Doch zunächst mal müssen wir den Käfer finden. In Sachsen könne man die Vorkommen an zwei Händen abzählen, sagt Annika Busse. Hübsch ist er: schwarz glänzend, mit vier orangenen Punkten auf den Flügeln. Mit bloßem Auge ist davon aber kaum etwas zu erkennen, denn der schmucke Geselle misst im Ganzen nicht mal fünf Millimeter. Wir haben deshalb einen großen weißen Klopfschirm mitgebracht, mit dem sich die Winzlinge gut einfangen lassen. Falls wir einen erwischen, muss er in eine Dose. Damit geht´s zurück ins Büro. Unterm Mikroskop wollen wir ihn fotografieren, bevor er wieder in die Freiheit darf.
Die Dunkelheit legt sich wie ein Tunnel um den Schein unserer Lampen. Wer die Käfer finden will, muss zuerst nach Baumpilzen Ausschau halten, sagt Annika Busse. Unter den fladenartigen Fruchtkörpern sitzen sie meist – gut geschützt wie unter einem Baldachin – und genießen ihren Baumleichenschmaus oder was auch immer sie dort treiben.
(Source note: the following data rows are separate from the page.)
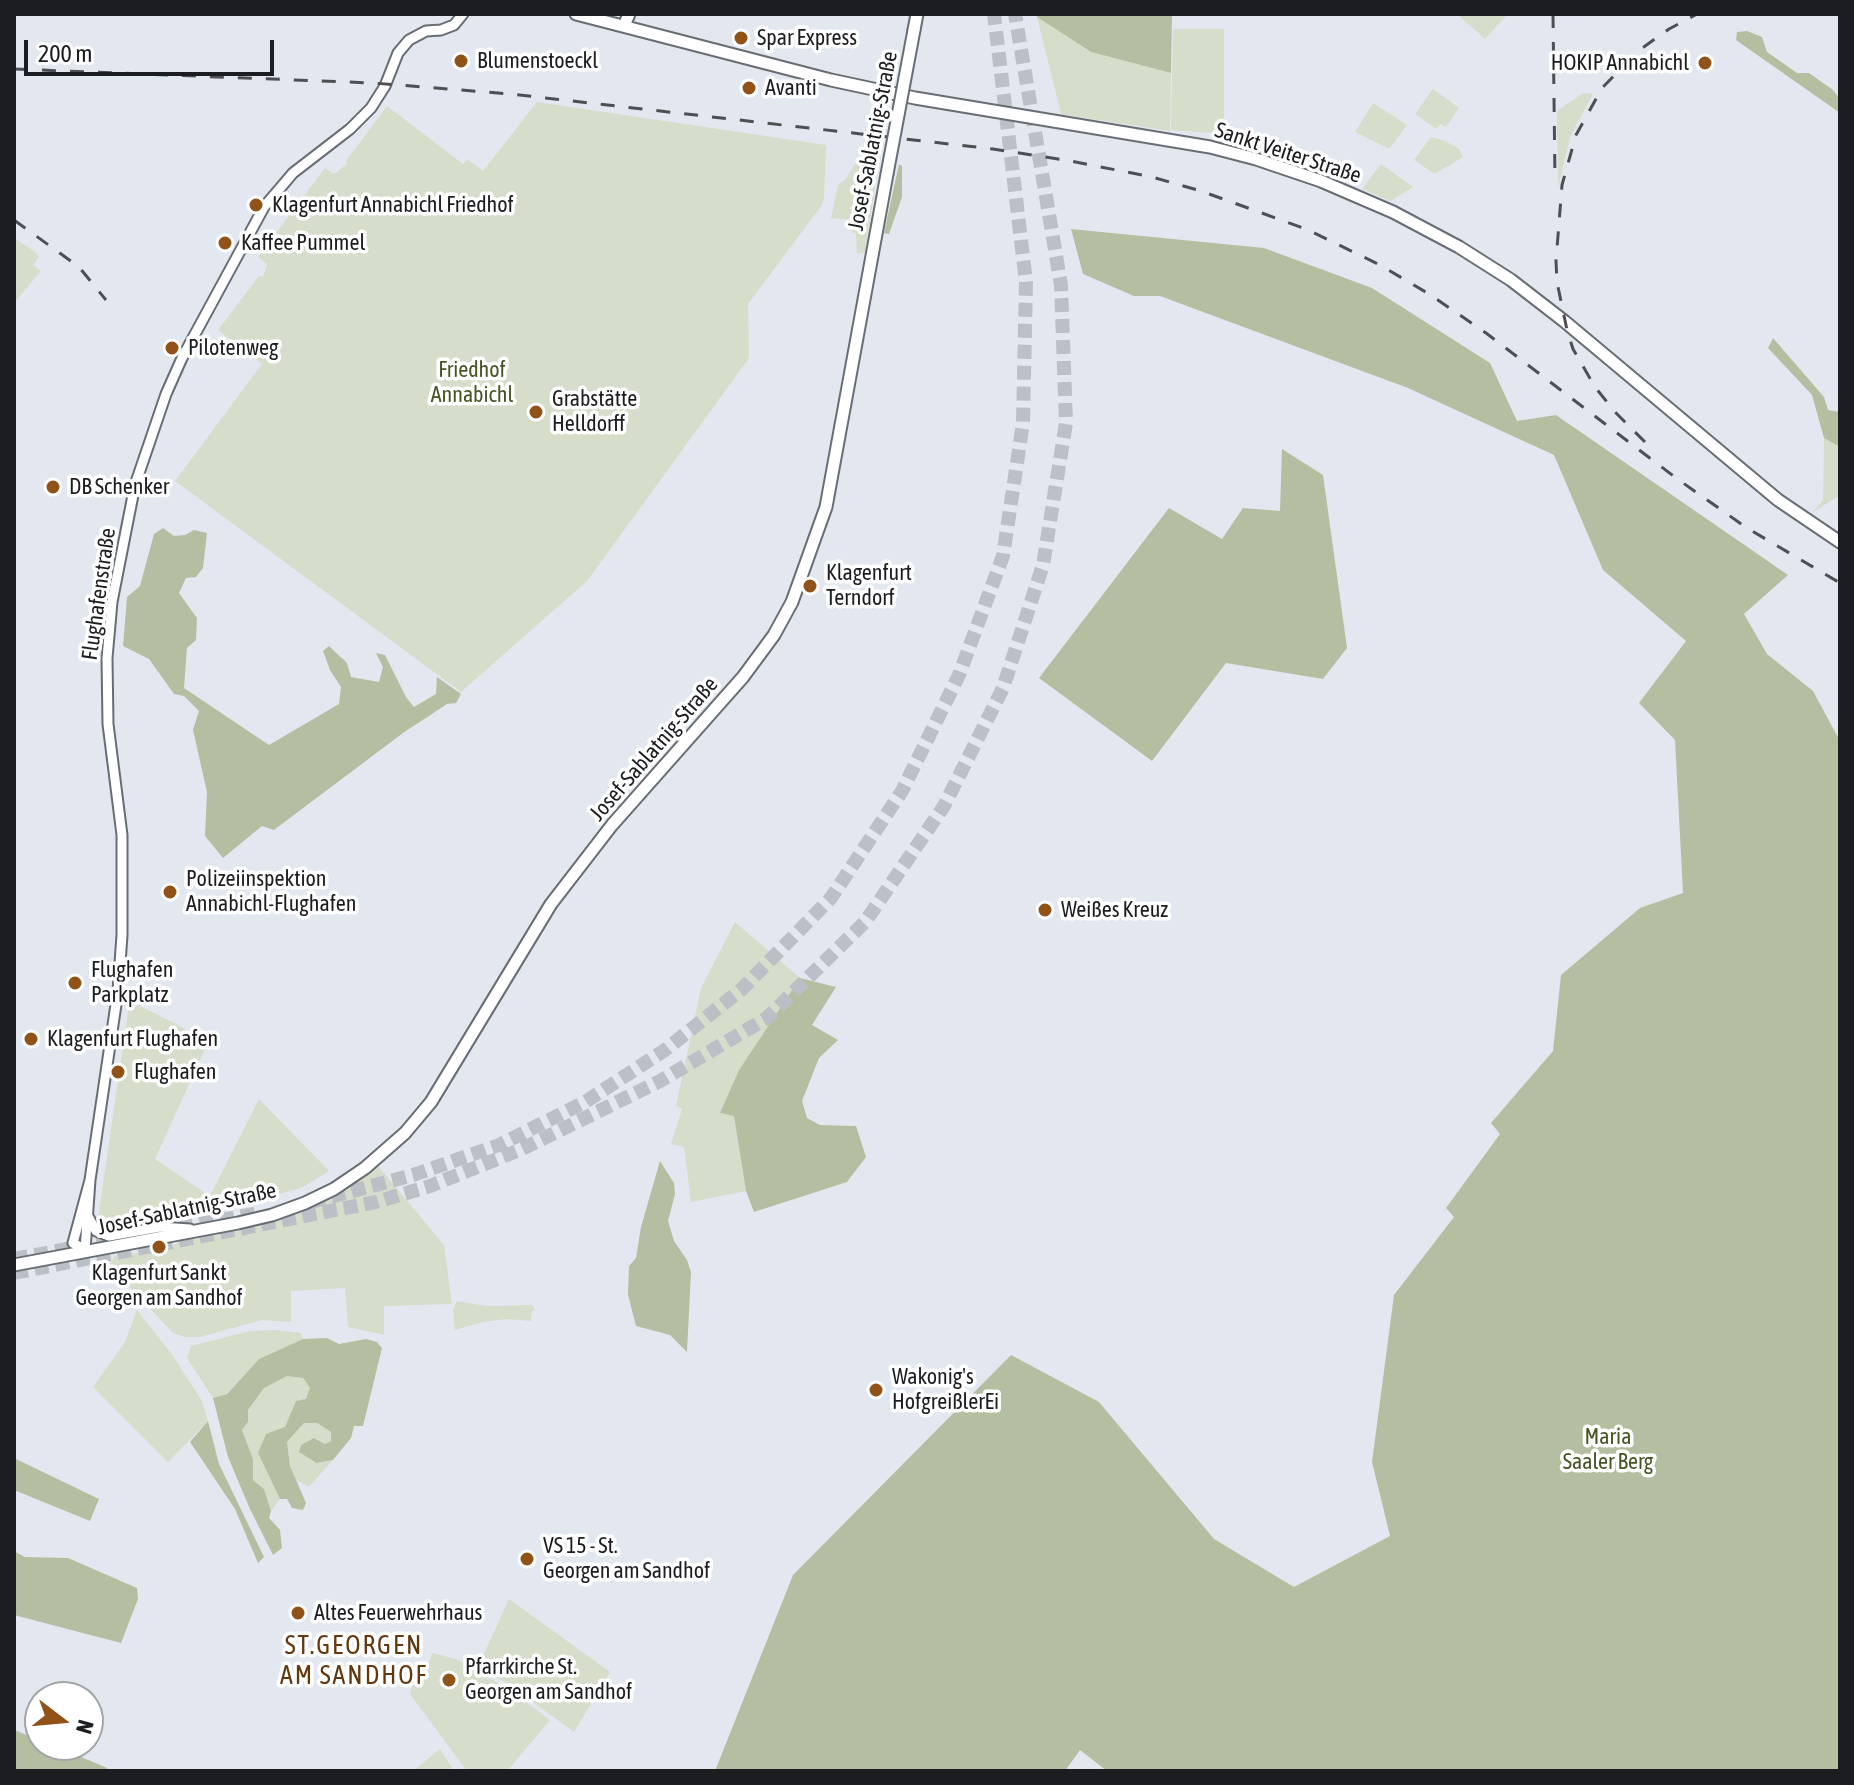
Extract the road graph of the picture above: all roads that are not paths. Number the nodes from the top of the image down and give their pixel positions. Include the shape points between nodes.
1 (451, 14) edge
2 (463, 14) edge
3 (576, 14) edge
4 (629, 14) edge
5 (917, 14) edge
6 (624, 26) junction
7 (445, 29) junction
8 (1840, 542) edge
9 (90, 1180) junction
10 (88, 1215) junction
11 (197, 1230) junction
12 (85, 1250) junction
13 (14, 1265) edge

1 - 7 street
2 - 7 street, Flughafenstraße
3 - 6 main road, Sankt Veiter Straße
4 - 6 main road
5 - 11 main road, Josef-Sablatnig-Straße, bridge via 826,507 801,582 774,635 551,904 431,1102 405,1133 334,1189 272,1215
6 - 8 main road, Sankt Veiter Straße via 915,98 1210,147 1350,193 1511,280 1778,500
7 - 9 street, Flughafenstraße via 417,35 403,45 371,108 293,173 264,207 182,358 135,485 112,602 107,658 123,899 118,991
9 - 10 street, Flughafenstraße
9 - 12 street, Flughafenstraße via 73,1243
10 - 11 street via 96,1231 109,1236 160,1227
10 - 12 street, Flughafenstraße
11 - 12 main road, Josef-Sablatnig-Straße
12 - 13 main road, Josef-Sablatnig-Straße

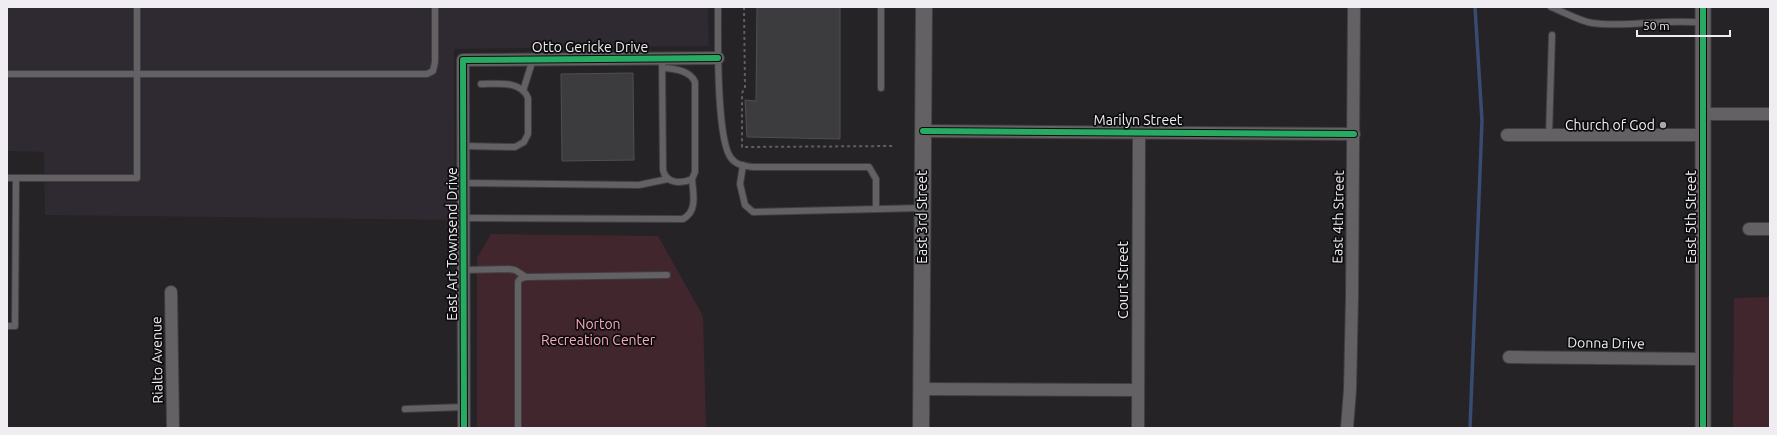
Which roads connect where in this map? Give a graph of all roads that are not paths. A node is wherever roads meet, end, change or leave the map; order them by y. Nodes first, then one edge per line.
1 (137, 7) edge
2 (435, 7) edge
3 (718, 7) edge
4 (881, 7) edge
5 (924, 7) edge
6 (1354, 7) edge
7 (1551, 7) edge
8 (1703, 7) edge
9 (1703, 23) junction
10 (1552, 35) dead end
11 (718, 58) junction
12 (533, 59) junction
13 (463, 60) joint
14 (662, 63) junction
15 (137, 73) junction
16 (7, 74) edge
17 (481, 84) dead end
18 (881, 88) dead end
19 (523, 91) junction
20 (1703, 114) junction
21 (1770, 114) edge
22 (922, 131) junction
23 (1139, 132) junction
24 (1354, 134) junction
25 (1507, 135) dead end
26 (1549, 135) junction
27 (1703, 135) junction
28 (463, 146) junction
29 (743, 165) junction
30 (7, 178) edge
31 (16, 178) junction
32 (668, 179) junction
33 (692, 179) junction
34 (463, 183) junction
35 (876, 208) junction
36 (922, 208) junction
37 (464, 218) junction
38 (1749, 229) dead end
39 (1770, 229) edge
40 (464, 270) junction
41 (667, 275) dead end
42 (526, 277) junction
43 (171, 292) dead end
44 (7, 326) edge
45 (1509, 357) dead end
46 (1703, 360) junction
47 (921, 390) junction
48 (1138, 390) junction
49 (464, 407) junction
50 (405, 409) dead end
51 (173, 428) edge
52 (464, 428) edge
53 (518, 428) edge
54 (921, 428) edge
55 (1138, 428) edge
56 (1347, 428) edge
57 (1703, 428) edge

1 - 15 lane
2 - 15 lane
3 - 11 lane
4 - 18 lane
5 - 22 main road, East 3rd Street
6 - 24 street, East 4th Street
7 - 9 lane
8 - 9 street, East 5th Street
9 - 20 street, East 5th Street
10 - 26 lane
11 - 14 street, Otto Gericke Drive
11 - 29 lane
12 - 13 street, Otto Gericke Drive
12 - 14 street, Otto Gericke Drive
12 - 19 lane
13 - 28 street, East Art Townsend Drive
14 - 32 lane
14 - 33 lane
15 - 16 lane
15 - 31 lane
17 - 19 lane
19 - 28 lane
20 - 21 street
20 - 27 street, East 5th Street
22 - 23 street, Marilyn Street
22 - 36 main road, East 3rd Street
23 - 24 street, Marilyn Street
23 - 48 street, Court Street
24 - 56 street, East 4th Street
25 - 26 street
26 - 27 street
27 - 46 street, East 5th Street
28 - 34 street, East Art Townsend Drive
29 - 35 lane
29 - 35 lane
30 - 31 lane
31 - 44 lane
32 - 33 lane
32 - 34 lane
33 - 37 lane
34 - 37 street, East Art Townsend Drive
35 - 36 lane
36 - 47 main road, East 3rd Street
37 - 40 street, East Art Townsend Drive
38 - 39 street
40 - 42 lane
40 - 49 street, East Art Townsend Drive
41 - 42 lane
42 - 53 lane
43 - 51 street, Rialto Avenue
45 - 46 street, Donna Drive
46 - 57 street, East 5th Street
47 - 48 street
47 - 54 main road, East 3rd Street
48 - 55 street, Court Street
49 - 50 lane
49 - 52 street, East Art Townsend Drive

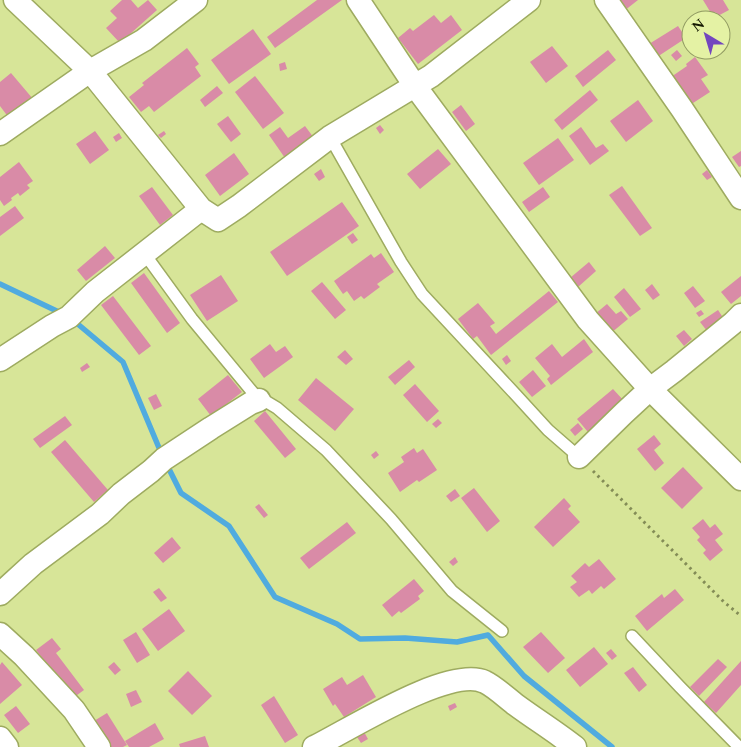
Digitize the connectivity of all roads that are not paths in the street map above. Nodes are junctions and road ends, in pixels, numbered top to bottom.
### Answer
1 (15, 0) edge
2 (196, 0) edge
3 (358, 0) edge
4 (529, 0) edge
5 (606, 0) edge
6 (90, 71) junction
7 (414, 86) junction
8 (0, 134) edge
9 (330, 137) junction
10 (741, 198) edge
11 (201, 209) junction
12 (144, 253) junction
13 (741, 315) edge
14 (0, 360) edge
15 (650, 389) junction
16 (259, 400) junction
17 (579, 457) joint
18 (741, 479) edge
19 (0, 594) edge
20 (502, 631) dead end
21 (0, 634) edge
22 (632, 636) dead end
23 (0, 738) edge
24 (7, 747) edge
25 (99, 747) edge
26 (314, 747) edge
27 (575, 747) edge
28 (740, 747) edge

1 - 6 street
2 - 6 street
3 - 7 street
4 - 7 street
5 - 10 street
6 - 8 street
6 - 11 street
7 - 9 street
7 - 15 street
9 - 11 street
9 - 17 lane
11 - 12 street
12 - 14 street
12 - 16 lane
13 - 15 street
15 - 17 street
15 - 18 street
16 - 19 street
16 - 20 lane
21 - 25 street
22 - 28 lane
23 - 24 street
26 - 27 street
Der Große Zschand enttäuscht uns nicht! In weniger als einer halben Stunde hat die Käferexpertin sechs kleine Insekten in der Dose: vier Ipidia und zwei größere Exemplare, von denen der eine wegen seiner klopsigen Körperform sogleich einen Spitznamen bekommt: „Bulletti“ – für Diaperis boleti. Er soll sogar einen eigenen Körpergeruch haben. Freilich wenig appetitlich. Wie Moschus, sagt Annika Busse. Die Nacht ist noch jung und steckt offenbar voller Überraschungen. Wir machen uns trotzdem auf den Rückweg. Die Zeit bis zum Morgengrauen soll ihnen allein gehören: den Krabblern und Urviechern des Nationalparks.